What if you could own equity on someone’s credibility?

Published by Jorge on

Stocks illustration

In the quest of improving the information diet, one of the biggest challenges is who to follow or who to subscribe to.

Before, as media was very centralized (newspapers, TV) this problem didn’t exist. They were arbiters of which people had more credibility by allowing them to express their opinions to the public. As there were not so many information sources that was what we had.

Right now, we’re inside the decentralized journalism explosion where individuals in parallel with those media companies are generating influence, opinion, reporting, etc. But, how do you know who is worth following or trusting?

Usually you check to see if someone you trust is following him, or you see some metric that is available for you. We all know that metrics are not very good for signaling value provided nor for credibility. But that’s what we have.

Recently I have discovered ideamarket.io. First of all, I’m not even sure if the idea will work or not as it’s still very early, but it’s so refreshing and -in my opinion- so in the good direction that is worth mentioning.

As stated in their docs:

Ideamarket aims to replace corporate media as the arbiter of public credibility.
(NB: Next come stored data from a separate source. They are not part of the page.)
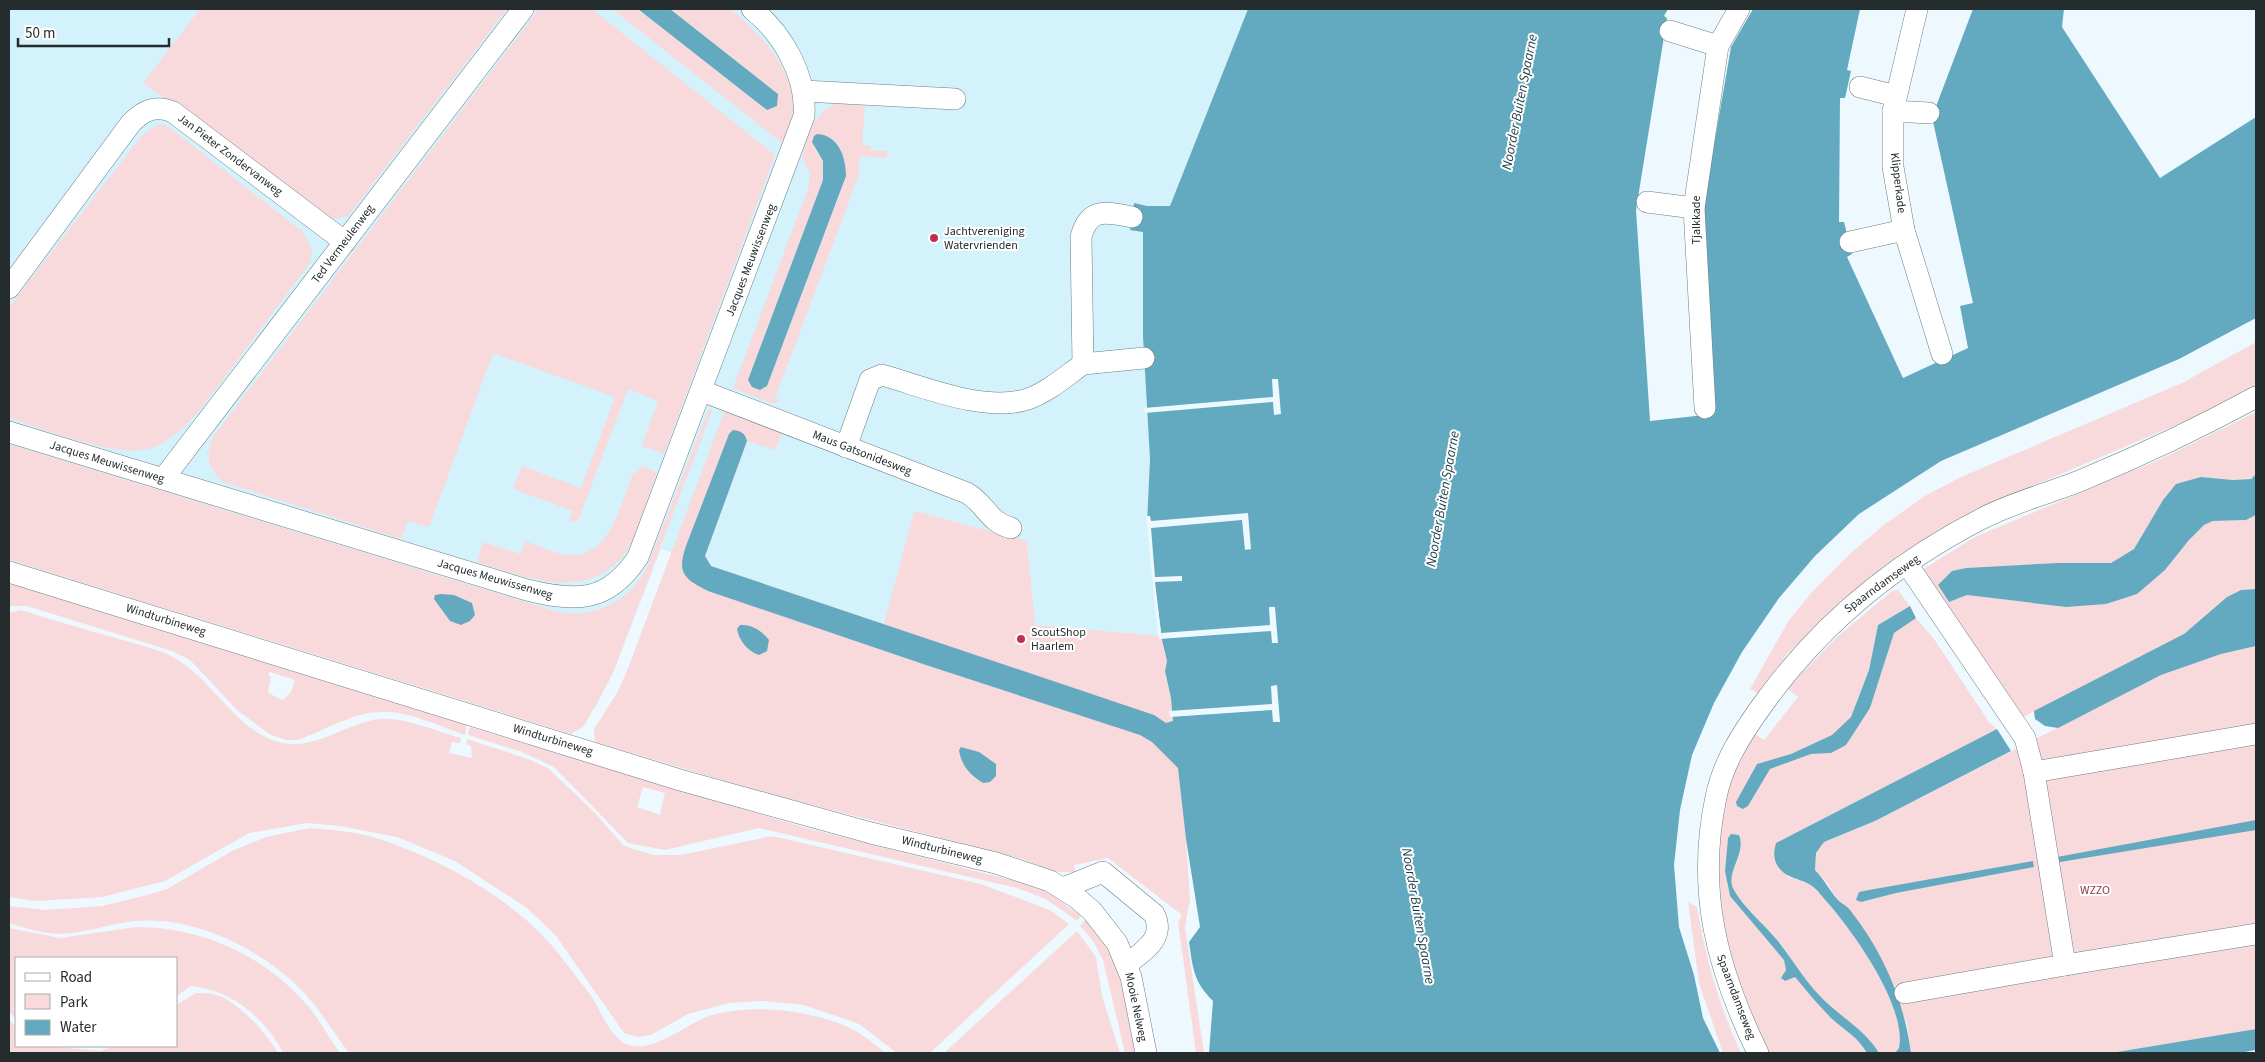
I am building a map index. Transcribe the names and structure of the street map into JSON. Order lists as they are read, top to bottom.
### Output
{
  "streets": {
    "street": [
      "Jan Pieter Zondervanweg",
      "Klipperkade",
      "Tjalkkade",
      "Ted Vermeulenweg",
      "Jacques Meuwissenweg",
      "Maus Gatsonidesweg",
      "Spaarndamseweg",
      "Windturbineweg",
      "Mooie Nelweg"
    ]
  },
  "crossings": [
    ["Jan Pieter Zondervanweg", "Ted Vermeulenweg"],
    ["Ted Vermeulenweg", "Jacques Meuwissenweg"],
    ["Jacques Meuwissenweg", "Maus Gatsonidesweg"],
    ["Windturbineweg", "Mooie Nelweg"]
  ],
  "water": ["Noorder Buiten Spaarne"],
  "parks": ["WZZO"],
  "places": ["Jachtvereniging Watervrienden", "ScoutShop Haarlem"],
  "legend": ["Road", "Park", "Water"],
  "scale_bar": "50 m"
}
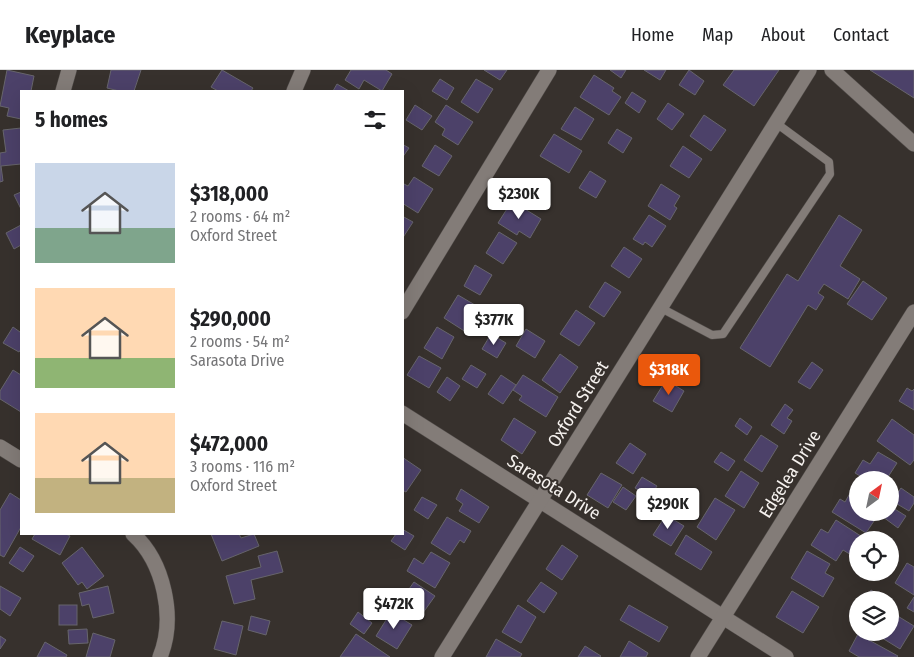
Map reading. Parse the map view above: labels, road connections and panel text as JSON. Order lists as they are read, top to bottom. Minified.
{"streets":{"street":["Oxford Street","Edgelea Drive","Sarasota Drive"]},"crossings":[["Oxford Street","Sarasota Drive"],["Edgelea Drive","Sarasota Drive"]],"north":"top right","page":{"header":"Keyplace","nav":["Home","Map","About","Contact"],"heading":"5 homes","list":[{"name":"$318,000","note":"2 rooms · 64 m² · Oxford Street"},{"name":"$290,000","note":"2 rooms · 54 m² · Sarasota Drive"},{"name":"$472,000","note":"3 rooms · 116 m² · Oxford Street"}],"price":["$230K","$377K","$318K","$290K","$472K"]}}
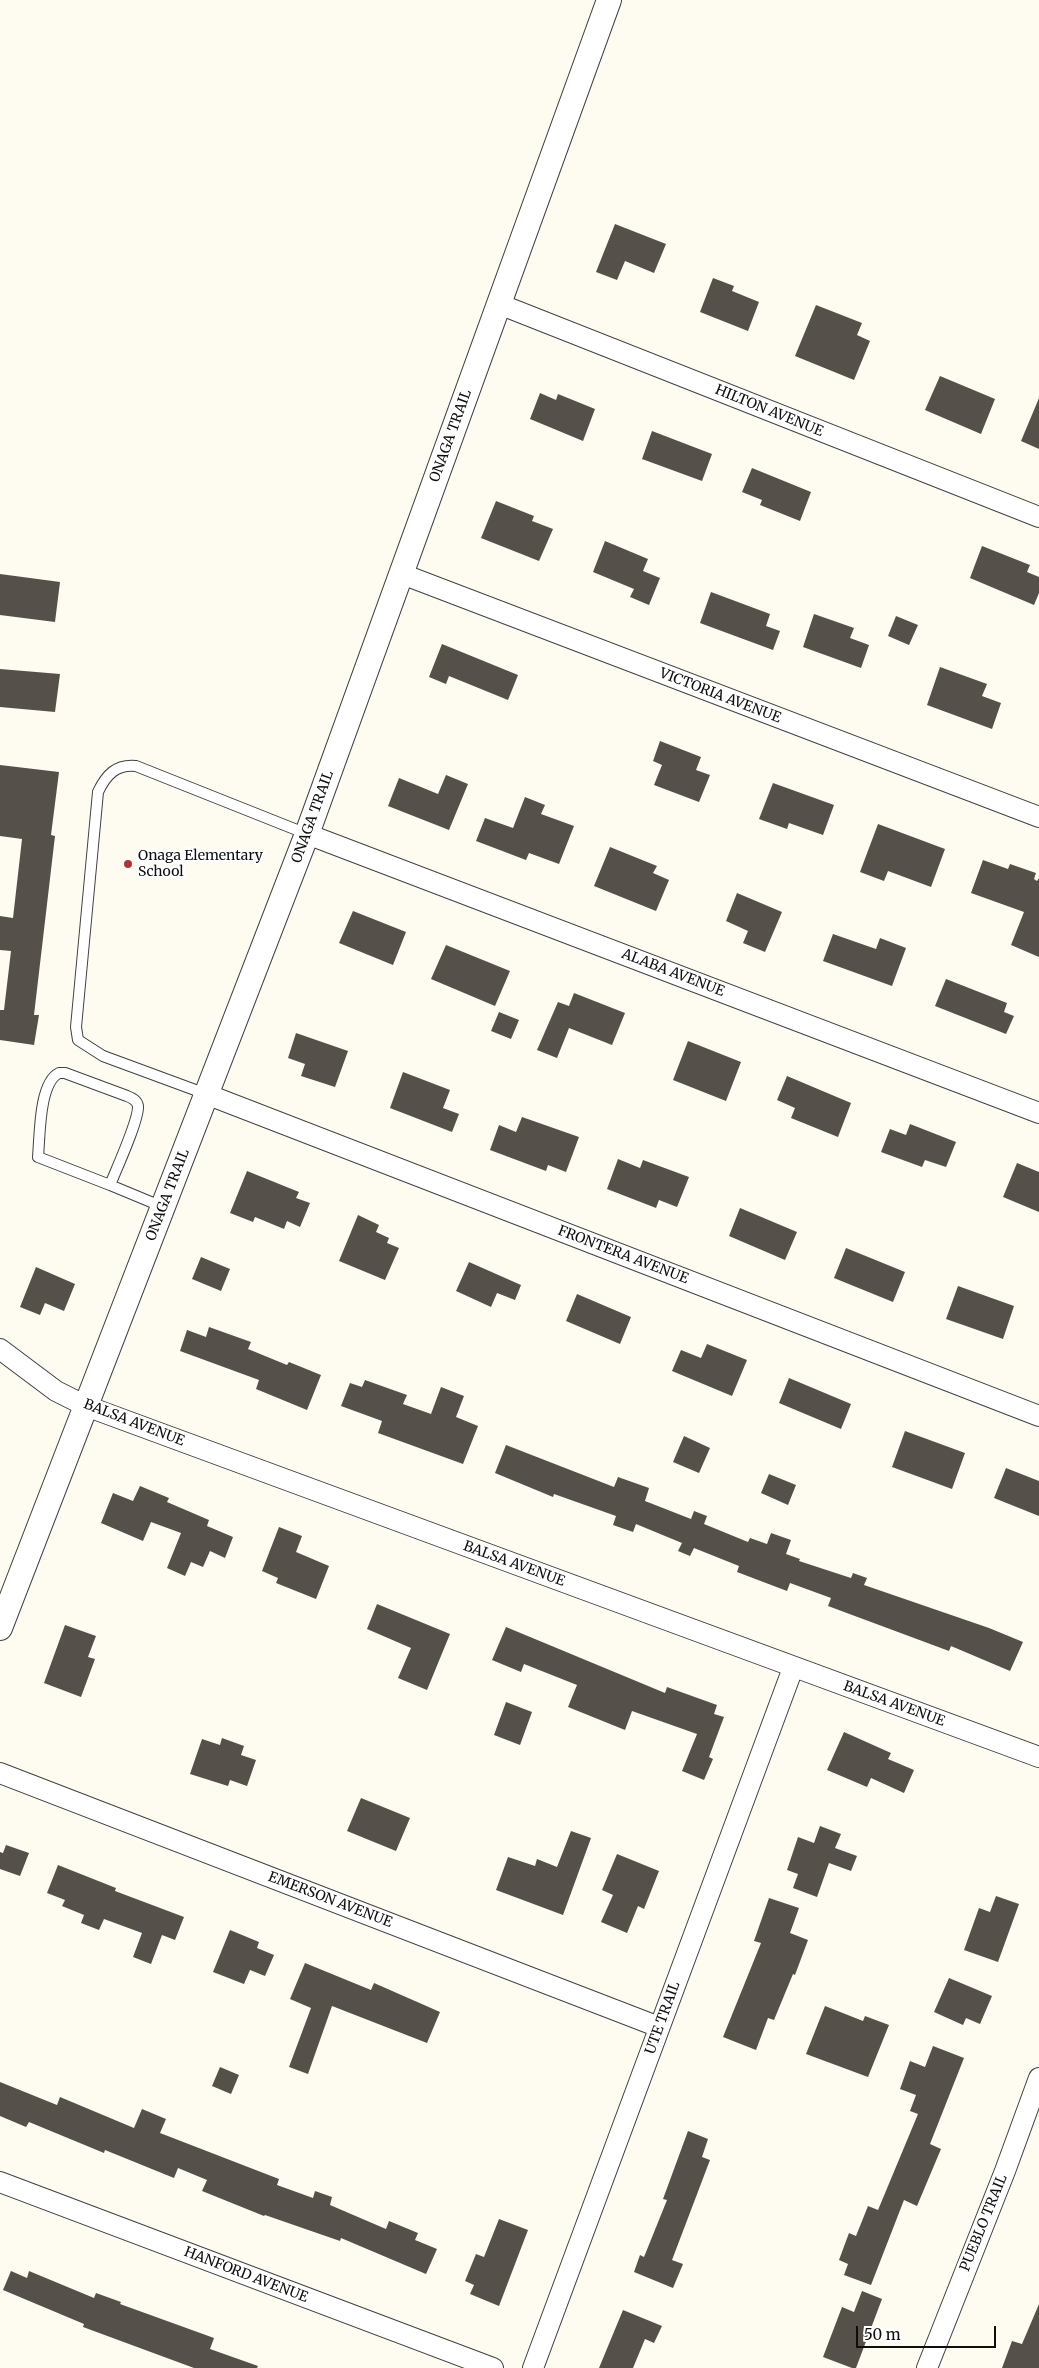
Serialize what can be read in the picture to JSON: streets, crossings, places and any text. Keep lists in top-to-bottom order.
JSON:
{
  "streets": {
    "street": [
      "HILTON AVENUE",
      "ONAGA TRAIL",
      "VICTORIA AVENUE",
      "ALABA AVENUE",
      "FRONTERA AVENUE",
      "BALSA AVENUE",
      "EMERSON AVENUE",
      "UTE TRAIL",
      "PUEBLO TRAIL",
      "HANFORD AVENUE"
    ]
  },
  "crossings": [
    ["HILTON AVENUE", "ONAGA TRAIL"],
    ["ONAGA TRAIL", "VICTORIA AVENUE"],
    ["ONAGA TRAIL", "ALABA AVENUE"],
    ["ONAGA TRAIL", "FRONTERA AVENUE"],
    ["ONAGA TRAIL", "BALSA AVENUE"],
    ["BALSA AVENUE", "UTE TRAIL"],
    ["EMERSON AVENUE", "UTE TRAIL"]
  ],
  "places": ["Onaga Elementary School"],
  "scale_bar": "50 m"
}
To help achieve this, Ideamarket offers creators a new income stream based on trust, without dependence on ads or paywalls.

This sounds very similar to donation systems like Patreon. You fund the work that you want so they can continue doing what they do.

Ideamarket approach is quite different. You don’t give away your money. You buy stock representing the credibility of the author. And that stock price increases with new purchases following an algorithm.

This subtle change is a huge mindset shift:

  • You’re not just supporting this author, you’re getting equity on the valuation of their credibility. You’re also betting. Skin in the game.
  • You have a voice. If you don’t like what they’re doing you can cast your penalty by selling the stock and recovering some money.

And of course, they author is being compensated by depositing the stock into a lending market, in this case compound.finance. I’m not fully aware how this works but in the end it gives you an interest rate of what you lend. This covers the donation function, so the author is supported.

This project is focused on credibility and trust but I don’t see why this can’t be applied to plain support to independent people that does other things. For me, it looks like an improved version of Patreon, an equity version of it I would say.

As I said before, I’m not sure this is the way to do so, but at least it looks close. The time will say. In the meantime, I fully support this idea and I wish the best to its creator.


If you enjoyed this post, you can subscribe to my newsletter to receive more like this.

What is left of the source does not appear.